Saved data entries>
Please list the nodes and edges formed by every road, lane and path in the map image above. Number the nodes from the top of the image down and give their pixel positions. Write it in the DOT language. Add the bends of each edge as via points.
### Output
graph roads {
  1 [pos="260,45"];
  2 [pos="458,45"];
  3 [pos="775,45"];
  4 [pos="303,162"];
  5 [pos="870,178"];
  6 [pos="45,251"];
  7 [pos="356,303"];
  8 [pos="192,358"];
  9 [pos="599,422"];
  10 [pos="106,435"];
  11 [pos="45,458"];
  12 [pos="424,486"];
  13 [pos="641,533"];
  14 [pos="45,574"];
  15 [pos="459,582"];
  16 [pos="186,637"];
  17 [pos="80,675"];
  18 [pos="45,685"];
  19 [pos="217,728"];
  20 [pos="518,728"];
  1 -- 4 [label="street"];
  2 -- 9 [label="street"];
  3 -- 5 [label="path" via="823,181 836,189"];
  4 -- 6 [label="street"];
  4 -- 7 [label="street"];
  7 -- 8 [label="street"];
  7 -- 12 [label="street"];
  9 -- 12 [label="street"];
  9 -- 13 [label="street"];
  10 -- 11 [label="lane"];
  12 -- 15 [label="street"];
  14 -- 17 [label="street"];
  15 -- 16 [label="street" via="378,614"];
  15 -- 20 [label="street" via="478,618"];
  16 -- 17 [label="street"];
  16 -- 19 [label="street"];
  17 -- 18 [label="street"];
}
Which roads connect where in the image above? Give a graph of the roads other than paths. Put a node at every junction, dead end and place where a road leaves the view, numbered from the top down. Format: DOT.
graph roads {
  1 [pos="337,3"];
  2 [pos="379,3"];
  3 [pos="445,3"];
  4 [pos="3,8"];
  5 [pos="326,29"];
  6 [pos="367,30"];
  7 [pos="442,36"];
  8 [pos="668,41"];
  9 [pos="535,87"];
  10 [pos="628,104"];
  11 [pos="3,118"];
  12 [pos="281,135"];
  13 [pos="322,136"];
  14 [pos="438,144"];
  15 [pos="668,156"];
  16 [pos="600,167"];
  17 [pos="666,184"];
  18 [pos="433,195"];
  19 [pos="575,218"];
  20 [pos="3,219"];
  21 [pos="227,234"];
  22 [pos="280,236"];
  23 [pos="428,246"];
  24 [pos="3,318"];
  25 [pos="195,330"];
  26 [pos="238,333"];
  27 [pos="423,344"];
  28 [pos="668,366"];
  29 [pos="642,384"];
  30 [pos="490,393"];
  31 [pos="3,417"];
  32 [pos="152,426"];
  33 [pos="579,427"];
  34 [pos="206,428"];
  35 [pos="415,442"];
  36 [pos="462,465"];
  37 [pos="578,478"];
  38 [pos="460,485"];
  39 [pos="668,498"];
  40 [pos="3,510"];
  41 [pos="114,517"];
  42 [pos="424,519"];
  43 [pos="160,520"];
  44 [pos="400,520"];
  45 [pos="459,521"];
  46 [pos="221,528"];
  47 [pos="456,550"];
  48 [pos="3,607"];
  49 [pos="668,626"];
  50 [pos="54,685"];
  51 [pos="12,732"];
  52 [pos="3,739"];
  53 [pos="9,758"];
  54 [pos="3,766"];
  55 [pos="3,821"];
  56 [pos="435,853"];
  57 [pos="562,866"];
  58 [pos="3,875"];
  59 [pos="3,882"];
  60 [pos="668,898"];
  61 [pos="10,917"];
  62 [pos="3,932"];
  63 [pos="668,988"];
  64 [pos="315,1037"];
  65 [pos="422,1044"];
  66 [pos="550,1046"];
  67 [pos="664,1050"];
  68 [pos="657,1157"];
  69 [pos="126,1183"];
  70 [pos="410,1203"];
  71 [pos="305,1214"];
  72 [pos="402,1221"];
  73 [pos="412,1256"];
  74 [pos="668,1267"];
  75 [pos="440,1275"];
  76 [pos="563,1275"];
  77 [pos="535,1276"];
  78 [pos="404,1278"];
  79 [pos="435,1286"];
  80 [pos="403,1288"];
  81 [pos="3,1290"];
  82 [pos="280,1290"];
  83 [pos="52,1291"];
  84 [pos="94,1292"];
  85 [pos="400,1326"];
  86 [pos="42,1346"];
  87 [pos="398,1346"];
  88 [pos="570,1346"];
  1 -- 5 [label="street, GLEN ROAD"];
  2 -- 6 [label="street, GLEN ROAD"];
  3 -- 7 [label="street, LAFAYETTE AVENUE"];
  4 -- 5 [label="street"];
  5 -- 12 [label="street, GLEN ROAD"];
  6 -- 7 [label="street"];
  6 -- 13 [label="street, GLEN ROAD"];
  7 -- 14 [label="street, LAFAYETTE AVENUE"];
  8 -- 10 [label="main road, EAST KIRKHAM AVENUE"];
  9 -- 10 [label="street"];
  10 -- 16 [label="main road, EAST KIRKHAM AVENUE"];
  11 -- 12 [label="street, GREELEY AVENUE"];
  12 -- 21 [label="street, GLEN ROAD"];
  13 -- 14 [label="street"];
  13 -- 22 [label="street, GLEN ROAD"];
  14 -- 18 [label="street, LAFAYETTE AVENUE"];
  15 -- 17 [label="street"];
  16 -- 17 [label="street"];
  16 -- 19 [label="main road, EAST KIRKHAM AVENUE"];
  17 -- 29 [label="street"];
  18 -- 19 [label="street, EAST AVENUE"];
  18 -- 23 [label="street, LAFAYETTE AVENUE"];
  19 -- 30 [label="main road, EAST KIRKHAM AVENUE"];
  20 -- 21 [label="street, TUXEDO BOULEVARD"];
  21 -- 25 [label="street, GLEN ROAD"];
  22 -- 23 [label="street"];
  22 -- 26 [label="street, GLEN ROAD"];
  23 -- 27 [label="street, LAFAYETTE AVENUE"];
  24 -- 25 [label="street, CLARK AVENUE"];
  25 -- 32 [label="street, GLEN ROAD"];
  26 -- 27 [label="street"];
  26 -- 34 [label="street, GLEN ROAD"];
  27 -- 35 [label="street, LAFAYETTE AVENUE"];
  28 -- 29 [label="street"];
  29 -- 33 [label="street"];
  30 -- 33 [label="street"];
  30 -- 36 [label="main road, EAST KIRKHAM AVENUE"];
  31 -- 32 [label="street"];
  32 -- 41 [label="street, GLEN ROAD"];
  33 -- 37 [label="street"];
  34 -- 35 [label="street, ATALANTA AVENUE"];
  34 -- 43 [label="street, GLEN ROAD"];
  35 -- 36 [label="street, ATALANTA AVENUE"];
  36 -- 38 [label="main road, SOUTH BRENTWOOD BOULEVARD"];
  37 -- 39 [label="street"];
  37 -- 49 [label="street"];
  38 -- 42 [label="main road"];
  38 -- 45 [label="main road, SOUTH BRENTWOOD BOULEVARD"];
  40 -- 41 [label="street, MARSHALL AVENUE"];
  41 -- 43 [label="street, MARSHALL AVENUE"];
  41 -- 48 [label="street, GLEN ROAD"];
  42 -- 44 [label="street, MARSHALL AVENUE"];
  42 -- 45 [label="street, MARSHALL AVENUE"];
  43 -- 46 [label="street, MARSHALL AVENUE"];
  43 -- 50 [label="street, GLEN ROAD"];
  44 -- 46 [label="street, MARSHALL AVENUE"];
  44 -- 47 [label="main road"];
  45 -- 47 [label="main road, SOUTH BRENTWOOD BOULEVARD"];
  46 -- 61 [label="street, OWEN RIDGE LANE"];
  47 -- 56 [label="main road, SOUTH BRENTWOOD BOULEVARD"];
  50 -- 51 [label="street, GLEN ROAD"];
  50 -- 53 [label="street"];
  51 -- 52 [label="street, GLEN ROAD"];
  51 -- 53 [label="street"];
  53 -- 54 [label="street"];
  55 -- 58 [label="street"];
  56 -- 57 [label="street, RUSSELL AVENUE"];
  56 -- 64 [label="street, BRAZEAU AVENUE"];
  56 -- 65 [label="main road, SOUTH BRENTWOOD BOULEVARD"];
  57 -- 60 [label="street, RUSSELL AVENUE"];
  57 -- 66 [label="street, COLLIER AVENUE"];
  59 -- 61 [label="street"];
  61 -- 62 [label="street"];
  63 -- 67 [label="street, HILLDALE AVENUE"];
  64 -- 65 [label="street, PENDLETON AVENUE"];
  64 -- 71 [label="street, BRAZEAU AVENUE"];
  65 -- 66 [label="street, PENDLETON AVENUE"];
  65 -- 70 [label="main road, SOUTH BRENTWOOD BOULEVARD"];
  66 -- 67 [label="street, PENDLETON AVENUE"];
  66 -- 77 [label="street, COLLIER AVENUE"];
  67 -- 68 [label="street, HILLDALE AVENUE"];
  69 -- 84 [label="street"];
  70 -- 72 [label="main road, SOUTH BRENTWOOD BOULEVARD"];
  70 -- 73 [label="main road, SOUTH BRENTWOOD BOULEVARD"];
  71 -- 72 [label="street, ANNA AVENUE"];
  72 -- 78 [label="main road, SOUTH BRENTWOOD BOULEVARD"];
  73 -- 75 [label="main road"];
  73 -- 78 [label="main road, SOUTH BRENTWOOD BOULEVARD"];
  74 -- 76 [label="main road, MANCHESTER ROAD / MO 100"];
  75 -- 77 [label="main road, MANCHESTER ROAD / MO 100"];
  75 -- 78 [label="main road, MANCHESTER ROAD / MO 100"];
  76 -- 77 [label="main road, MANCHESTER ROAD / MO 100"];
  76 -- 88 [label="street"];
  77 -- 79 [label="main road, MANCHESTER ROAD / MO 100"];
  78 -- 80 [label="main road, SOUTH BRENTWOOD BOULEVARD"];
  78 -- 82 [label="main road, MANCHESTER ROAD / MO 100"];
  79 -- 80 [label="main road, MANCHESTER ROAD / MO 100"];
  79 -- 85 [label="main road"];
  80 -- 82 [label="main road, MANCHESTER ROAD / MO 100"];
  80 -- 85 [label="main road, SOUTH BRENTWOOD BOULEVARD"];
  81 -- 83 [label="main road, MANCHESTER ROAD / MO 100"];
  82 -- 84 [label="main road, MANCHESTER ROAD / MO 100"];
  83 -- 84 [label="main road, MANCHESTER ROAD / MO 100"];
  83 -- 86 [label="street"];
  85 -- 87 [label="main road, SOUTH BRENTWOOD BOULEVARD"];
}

WORK REQUIRED> Across the data above, how many lines include the word "every"? Give only the count.

YOUR RESPONSE> 2